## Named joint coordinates
------------------------------------------------------------
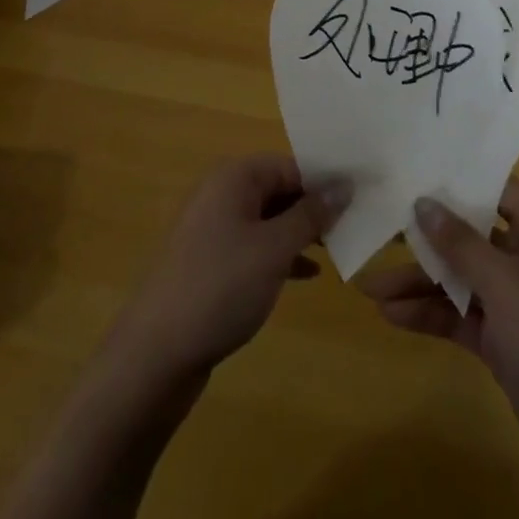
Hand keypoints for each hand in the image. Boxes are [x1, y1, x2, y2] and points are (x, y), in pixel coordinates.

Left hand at [109, 155, 348, 385]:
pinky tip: (307, 274)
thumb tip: (343, 185)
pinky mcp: (210, 261)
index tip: (363, 198)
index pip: (292, 164)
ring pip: (269, 218)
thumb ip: (311, 214)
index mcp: (234, 176)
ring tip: (338, 248)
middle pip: (280, 188)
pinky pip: (255, 245)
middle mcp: (221, 193)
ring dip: (301, 232)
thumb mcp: (274, 248)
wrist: (155, 355)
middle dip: (316, 207)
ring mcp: (213, 228)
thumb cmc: (220, 287)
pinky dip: (281, 255)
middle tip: (355, 226)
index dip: (327, 180)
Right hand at [360, 179, 518, 502]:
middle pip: (471, 235)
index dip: (459, 179)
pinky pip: (460, 316)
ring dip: (419, 283)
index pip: (498, 190)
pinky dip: (430, 314)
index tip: (415, 168)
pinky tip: (392, 315)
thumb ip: (460, 242)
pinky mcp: (504, 342)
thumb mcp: (505, 284)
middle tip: (380, 225)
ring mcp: (516, 304)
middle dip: (427, 237)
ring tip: (370, 288)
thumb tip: (424, 202)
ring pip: (460, 279)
------------------------------------------------------------
## EXERCISE PROMPT
Copy every line above that includes the string "middle".

## OUTPUT OF THE TASK
middle pip: (280, 188)
middle mcp: (221, 193)
middle dip: (316, 207)
middle tip: (355, 226)
middle pip: (471, 235)
middle tip: (380, 225)
middle dip: (427, 237)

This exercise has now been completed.